Had they studied the scale of assessments, they would have found one of the keys for a decent and comprehensive understanding of how the activities of the United Nations are funded.
A brief but telling use of figure follows. If you did not like mathematics in primary school, do not run away! I will try to keep my example simple.
The current number of United Nations members is 193. The UN Charter says that each member of the General Assembly shall have one vote. It also says that decisions of the General Assembly on important questions shall be made by a two-thirds majority of the members present and voting.
If you ask me, all decisions made by the world body should be important. However, a majority of the members present and voting may be enough for the all other questions which are presumably unimportant.
Often, not all 193 members can, want, or may be present and voting. But let us not enter into details and instead go to the links between representation and taxation.
The contributions assessed by the General Assembly for 2010–2012 varied between 0.001% (39 member states) and 22.000% (one member state).
Theoretically, a resolution of the General Assembly on non-important questions can be adopted with 2 votes in favour, 1 vote against and 190 abstentions. Yeah, this is highly unlikely! But if you do not trust theory, check the records of the General Assembly in 2008 and you will discover that a resolution on a highly sensitive political issue was adopted with 39 votes in favour, 7 against, and 100 abstentions.

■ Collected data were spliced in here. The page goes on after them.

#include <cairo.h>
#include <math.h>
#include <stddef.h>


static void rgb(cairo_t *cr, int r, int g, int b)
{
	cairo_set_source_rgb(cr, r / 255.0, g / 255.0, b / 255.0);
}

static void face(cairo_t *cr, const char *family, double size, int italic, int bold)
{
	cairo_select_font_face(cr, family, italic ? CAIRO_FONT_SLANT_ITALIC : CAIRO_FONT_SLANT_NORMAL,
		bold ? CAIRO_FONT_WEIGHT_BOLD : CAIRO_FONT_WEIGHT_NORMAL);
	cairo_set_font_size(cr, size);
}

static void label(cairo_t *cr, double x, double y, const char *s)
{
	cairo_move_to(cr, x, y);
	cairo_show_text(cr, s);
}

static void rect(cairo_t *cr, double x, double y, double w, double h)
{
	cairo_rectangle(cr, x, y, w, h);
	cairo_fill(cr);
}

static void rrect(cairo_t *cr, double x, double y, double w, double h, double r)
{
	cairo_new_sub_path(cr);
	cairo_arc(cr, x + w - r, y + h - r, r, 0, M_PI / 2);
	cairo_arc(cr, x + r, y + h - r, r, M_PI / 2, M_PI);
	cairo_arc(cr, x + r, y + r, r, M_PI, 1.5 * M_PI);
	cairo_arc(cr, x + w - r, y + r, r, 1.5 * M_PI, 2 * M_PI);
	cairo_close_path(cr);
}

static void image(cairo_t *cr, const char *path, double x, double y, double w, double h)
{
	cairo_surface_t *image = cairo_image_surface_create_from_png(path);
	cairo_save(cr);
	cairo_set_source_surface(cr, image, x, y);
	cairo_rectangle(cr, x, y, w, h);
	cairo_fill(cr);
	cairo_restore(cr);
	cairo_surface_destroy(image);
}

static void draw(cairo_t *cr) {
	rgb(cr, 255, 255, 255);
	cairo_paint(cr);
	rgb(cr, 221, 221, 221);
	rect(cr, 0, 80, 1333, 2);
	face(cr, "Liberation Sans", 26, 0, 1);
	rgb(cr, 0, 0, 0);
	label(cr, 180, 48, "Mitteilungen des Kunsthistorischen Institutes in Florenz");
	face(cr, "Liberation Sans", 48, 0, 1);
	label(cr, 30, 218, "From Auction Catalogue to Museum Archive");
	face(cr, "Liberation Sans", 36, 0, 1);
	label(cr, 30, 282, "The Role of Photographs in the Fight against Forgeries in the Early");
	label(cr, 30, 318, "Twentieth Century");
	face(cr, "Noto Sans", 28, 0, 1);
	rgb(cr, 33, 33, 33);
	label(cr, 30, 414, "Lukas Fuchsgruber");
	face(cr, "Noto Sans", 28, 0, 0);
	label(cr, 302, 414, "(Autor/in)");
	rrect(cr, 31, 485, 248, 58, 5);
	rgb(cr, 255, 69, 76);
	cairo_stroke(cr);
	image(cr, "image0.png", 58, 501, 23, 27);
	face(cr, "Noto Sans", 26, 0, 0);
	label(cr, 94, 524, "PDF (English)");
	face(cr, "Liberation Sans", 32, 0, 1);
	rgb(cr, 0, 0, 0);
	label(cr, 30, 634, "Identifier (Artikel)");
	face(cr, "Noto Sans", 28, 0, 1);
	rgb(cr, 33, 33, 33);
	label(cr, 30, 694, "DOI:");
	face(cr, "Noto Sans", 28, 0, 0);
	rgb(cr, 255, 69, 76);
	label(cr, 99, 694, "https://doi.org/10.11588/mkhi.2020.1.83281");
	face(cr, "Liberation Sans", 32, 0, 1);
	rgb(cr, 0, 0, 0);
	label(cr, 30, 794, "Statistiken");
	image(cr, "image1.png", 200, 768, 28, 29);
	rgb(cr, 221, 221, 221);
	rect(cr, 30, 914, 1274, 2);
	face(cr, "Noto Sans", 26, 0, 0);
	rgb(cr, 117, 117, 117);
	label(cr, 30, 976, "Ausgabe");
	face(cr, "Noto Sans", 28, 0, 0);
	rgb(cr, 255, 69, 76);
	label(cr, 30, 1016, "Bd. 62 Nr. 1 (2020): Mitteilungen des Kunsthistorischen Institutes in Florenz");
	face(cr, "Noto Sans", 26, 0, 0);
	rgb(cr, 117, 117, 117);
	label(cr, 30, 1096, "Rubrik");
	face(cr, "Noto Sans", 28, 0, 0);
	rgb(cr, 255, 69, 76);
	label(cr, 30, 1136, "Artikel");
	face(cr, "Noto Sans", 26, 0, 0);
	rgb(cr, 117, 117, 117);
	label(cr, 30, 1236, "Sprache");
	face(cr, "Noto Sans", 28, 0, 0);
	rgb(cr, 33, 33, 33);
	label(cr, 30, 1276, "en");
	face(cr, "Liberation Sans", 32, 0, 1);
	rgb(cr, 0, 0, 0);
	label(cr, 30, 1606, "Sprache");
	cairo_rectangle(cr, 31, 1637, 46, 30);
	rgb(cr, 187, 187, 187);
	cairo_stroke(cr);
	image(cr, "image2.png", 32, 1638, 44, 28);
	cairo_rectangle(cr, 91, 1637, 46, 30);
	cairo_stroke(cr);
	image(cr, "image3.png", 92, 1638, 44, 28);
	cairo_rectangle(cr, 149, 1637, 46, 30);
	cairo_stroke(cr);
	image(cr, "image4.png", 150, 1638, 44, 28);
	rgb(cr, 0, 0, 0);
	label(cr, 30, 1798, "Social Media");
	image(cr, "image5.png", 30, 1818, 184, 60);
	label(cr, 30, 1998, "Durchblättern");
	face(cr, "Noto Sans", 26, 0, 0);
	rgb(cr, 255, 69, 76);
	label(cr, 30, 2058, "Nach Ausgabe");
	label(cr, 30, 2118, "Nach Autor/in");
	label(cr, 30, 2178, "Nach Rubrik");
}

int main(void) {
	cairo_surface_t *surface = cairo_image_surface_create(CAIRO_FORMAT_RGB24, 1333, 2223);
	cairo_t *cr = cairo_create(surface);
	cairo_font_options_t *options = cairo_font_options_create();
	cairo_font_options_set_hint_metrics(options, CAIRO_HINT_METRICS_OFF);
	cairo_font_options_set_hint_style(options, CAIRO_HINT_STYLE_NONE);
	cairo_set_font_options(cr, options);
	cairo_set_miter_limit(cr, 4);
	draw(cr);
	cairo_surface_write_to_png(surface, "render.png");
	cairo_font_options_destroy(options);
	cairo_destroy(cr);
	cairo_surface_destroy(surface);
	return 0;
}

Yet, we may choose not to work with exaggerations and hasty generalisations. Let us suppose that all member states are present and voting, every delegation has made up its mind, and no one abstains. The majority at its maximum would mean 97 votes.
The Assembly can reach that decision but summing up the votes of 97 members states placed at the bottom of the scale of assessments, which pay between 0.001 and 0.014% of the regular budget of the United Nations. Their 97 added contributions would sum up to 0.383%. In other words, a total contribution of less of half of 1% will be enough to adopt a resolution.
If the issue is qualified as important by the Charter, all members are present and voting, and no one is instructed to comfortably abstain, 129 votes are needed. Well, the cost in contributions of a successful vote can be 1.399%, if 129 low-level contributors from the floor up to the ceiling (between 0.001 and 0.065%) vote in favour. In other words, the rest of the 64 member states, which provide together 98.601% of the budget expenses should accept defeat and pay the bills when they come.
Why is it so? How are UN expenses borne and how come the system still works? Diplo’s course on multilateral diplomacy – Current Issues in the United Nations – is one of the places where such issues are discussed and explained. But it is interesting that such issues, crucial to global governance, do not crop up in the social media streams which flow past us. How do you think such issues could be brought to the media agendas, in a meaningful way?